Stored data entries
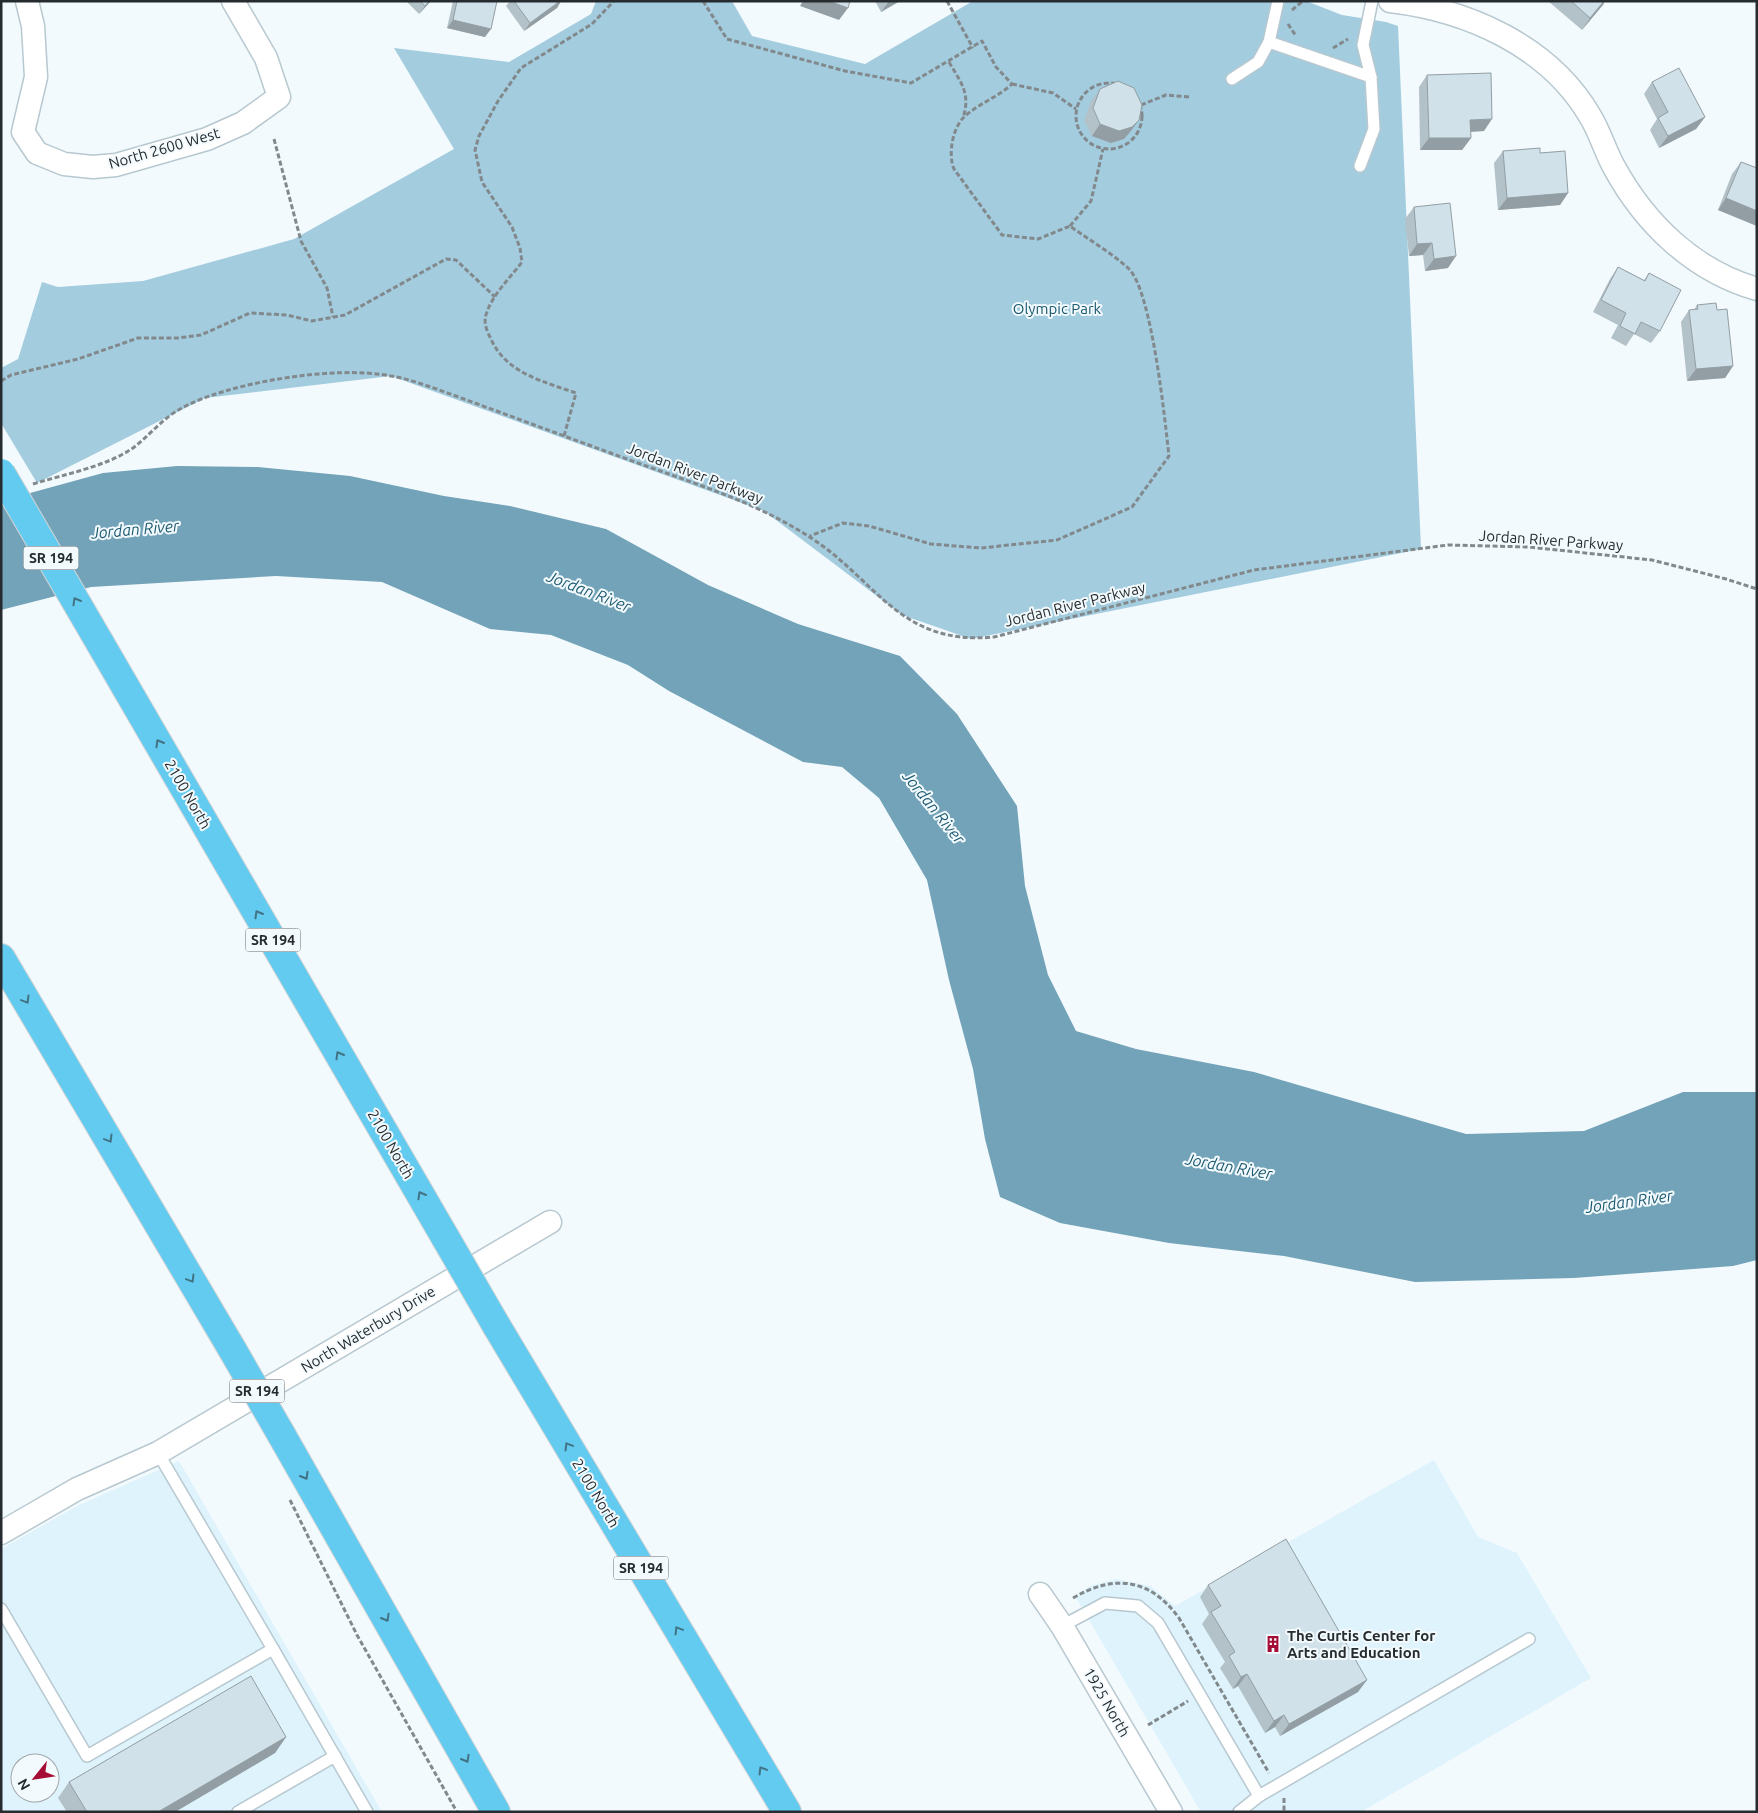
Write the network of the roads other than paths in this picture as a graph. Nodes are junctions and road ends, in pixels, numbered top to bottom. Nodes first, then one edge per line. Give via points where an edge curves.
1 (27, 1) edge
2 (233, 1) edge
3 (1278, 1) edge
4 (1372, 1) edge
5 (1390, 1) edge
6 (1269, 42) junction
7 (1371, 76) junction
8 (1232, 79) dead end
9 (1360, 166) dead end
10 (1757, 289) edge
11 (1, 473) edge
12 (1, 958) edge
13 (550, 1222) dead end
14 (158, 1453) junction
15 (1, 1533) edge
16 (1040, 1594) dead end
17 (1, 1609) edge
18 (1062, 1626) junction
19 (1529, 1639) dead end
20 (273, 1649) junction
21 (335, 1756) junction
22 (1259, 1796) junction
23 (238, 1812) edge
24 (367, 1812) edge
25 (496, 1812) edge
26 (786, 1812) edge
27 (1171, 1812) edge
28 (1239, 1812) edge

1 - 2 street, North 2600 West via 34,26 36,77 23,132 37,153 64,164 93,167 116,165 207,139 243,123 279,97 266,58
3 - 6 lane
4 - 7 lane via 1363,45
5 - 10 street via 1448,12 1495,30 1538,57 1590,116 1632,198 1661,233 1703,266
6 - 7 lane
6 - 8 lane via 1258,62
7 - 9 lane via 1374,129
26 -> 11 highway, 2100 North / SR 194, bridge via 496,1325
12 -> 25 highway, SR 194, bridge via 232,1349
13 - 14 street, North Waterbury Drive
14 - 15 street, North Waterbury Drive via 77,1489
14 - 20 lane
16 - 18 street, 1925 North
17 - 20 lane via 87,1756
18 - 22 lane via 1105,1603 1138,1606 1158,1623
18 - 27 street, 1925 North
19 - 22 lane
20 - 21 lane
21 - 23 lane
21 - 24 lane
22 - 28 lane

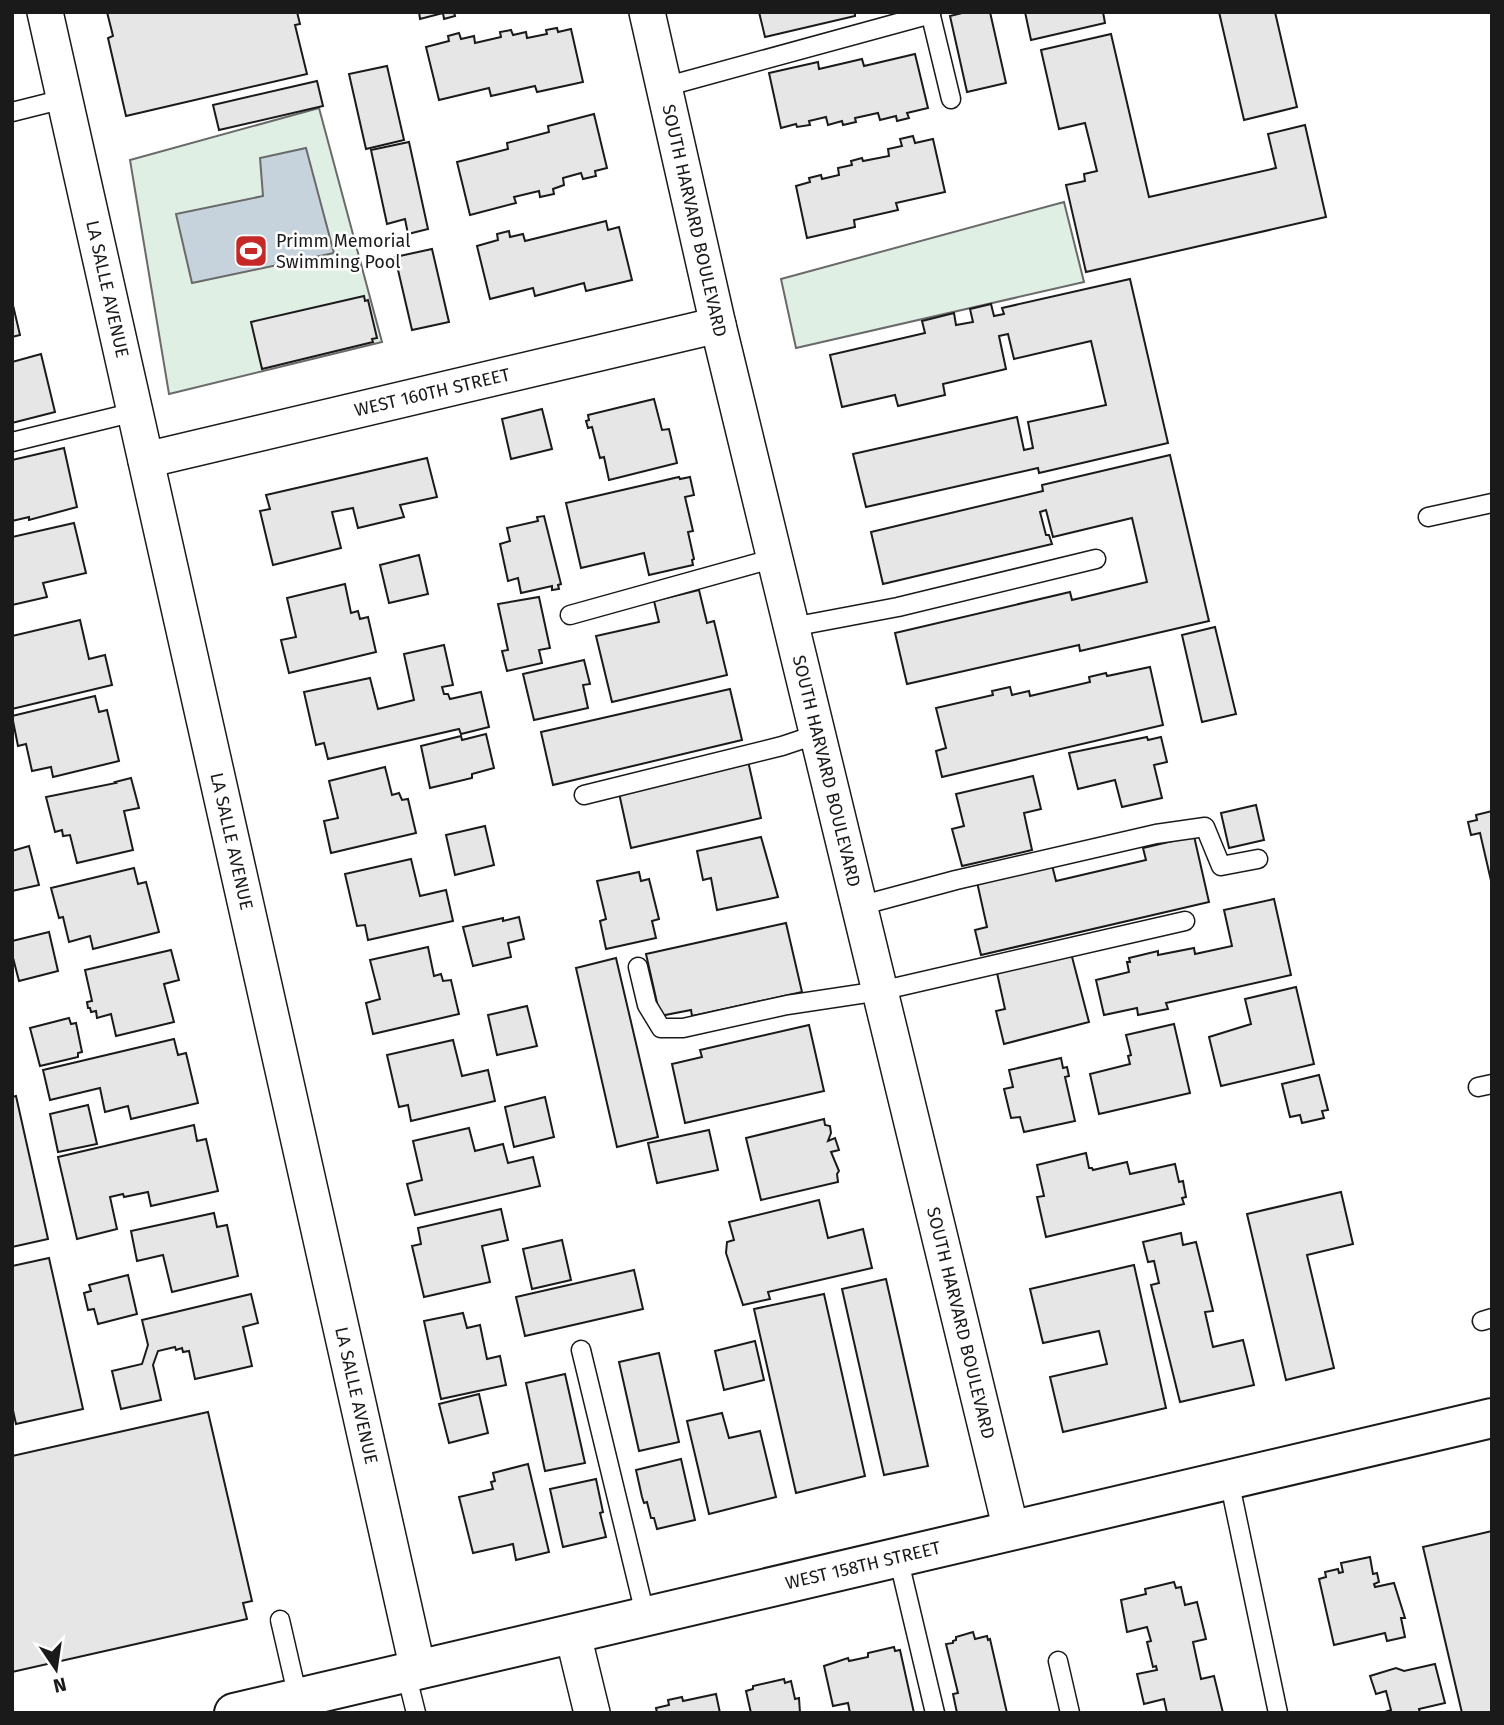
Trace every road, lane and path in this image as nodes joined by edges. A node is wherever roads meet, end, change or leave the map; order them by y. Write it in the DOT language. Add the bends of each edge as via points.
graph roads {
  1 [pos="45,12"];
  2 [pos="647,12"];
  3 [pos="930,13"];
  4 [pos="664,87"];
  5 [pos="64,99"];
  6 [pos="951,99"];
  7 [pos="12,112"];
  8 [pos="718,325"];
  9 [pos="135,412"];
  10 [pos="12,442"];
  11 [pos="146,460"];
  12 [pos="1492,503"];
  13 [pos="1428,517"];
  14 [pos="775,558"];
  15 [pos="1096,559"];
  16 [pos="570,615"];
  17 [pos="792,627"];
  18 [pos="818,734"];
  19 [pos="584,794"];
  20 [pos="1258,859"];
  21 [pos="859,906"];
  22 [pos="1185,921"];
  23 [pos="638,967"];
  24 [pos="880,991"];
  25 [pos="581,1350"];
  26 [pos="1492,1418"];
  27 [pos="1228,1480"];
  28 [pos="1012,1530"];
  29 [pos="898,1558"];
  30 [pos="646,1618"];
  31 [pos="280,1620"];
  32 [pos="573,1635"];
  33 [pos="1058,1661"];
  34 [pos="412,1672"];
  35 [pos="298,1698"];
  36 [pos="253,1711"];
  37 [pos="416,1713"];
  38 [pos="592,1713"];
  39 [pos="935,1713"];
  40 [pos="1070,1713"];
  41 [pos="1278,1713"];
  1 -- 5 [label="street, LA SALLE AVENUE"];
  2 -- 4 [label="street, SOUTH HARVARD BOULEVARD"];
  3 -- 4 [label="lane"];
  3 -- 6 [label="lane"];
  4 -- 8 [label="street, SOUTH HARVARD BOULEVARD"];
  5 -- 7 [label="lane"];
  5 -- 9 [label="street, LA SALLE AVENUE"];
  8 -- 11 [label="street, WEST 160TH STREET"];
  8 -- 14 [label="street, SOUTH HARVARD BOULEVARD"];
  9 -- 10 [label="lane"];
  9 -- 11 [label="street, LA SALLE AVENUE"];
  11 -- 34 [label="street, LA SALLE AVENUE"];
  12 -- 13 [label="lane"];
  14 -- 16 [label="lane"];
  14 -- 17 [label="street, SOUTH HARVARD BOULEVARD"];
  15 -- 17 [label="lane" via="898,607"];
  17 -- 18 [label="street, SOUTH HARVARD BOULEVARD"];
  18 -- 19 [label="lane"];
  18 -- 21 [label="street, SOUTH HARVARD BOULEVARD"];
  20 -- 21 [label="lane" via="1221,866 1205,827 1156,834"];
  21 -- 24 [label="street, SOUTH HARVARD BOULEVARD"];
  22 -- 24 [label="lane"];
  23 -- 24 [label="lane" via="648,1005 661,1028 683,1028"];
  24 -- 28 [label="street, SOUTH HARVARD BOULEVARD"];
  25 -- 30 [label="lane"];
  26 -- 27 [label="street, WEST 158TH STREET"];
  27 -- 28 [label="street, WEST 158TH STREET"];
  27 -- 41 [label="lane"];
  28 -- 29 [label="street, WEST 158TH STREET"];
  29 -- 30 [label="street, WEST 158TH STREET"];
  29 -- 39 [label="lane"];
  30 -- 32 [label="street, WEST 158TH STREET"];
  31 -- 35 [label="lane"];
  32 -- 34 [label="street, WEST 158TH STREET"];
  32 -- 38 [label="street"];
  33 -- 40 [label="lane"];
  34 -- 35 [label="street, WEST 158TH STREET"];
  34 -- 37 [label="lane"];
  35 -- 36 [label="street, WEST 158TH STREET"];
}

**TASK PROMPT**
State the number of lines in the data that contain the word "Write", offering no other text.

**ANSWER BOX**
2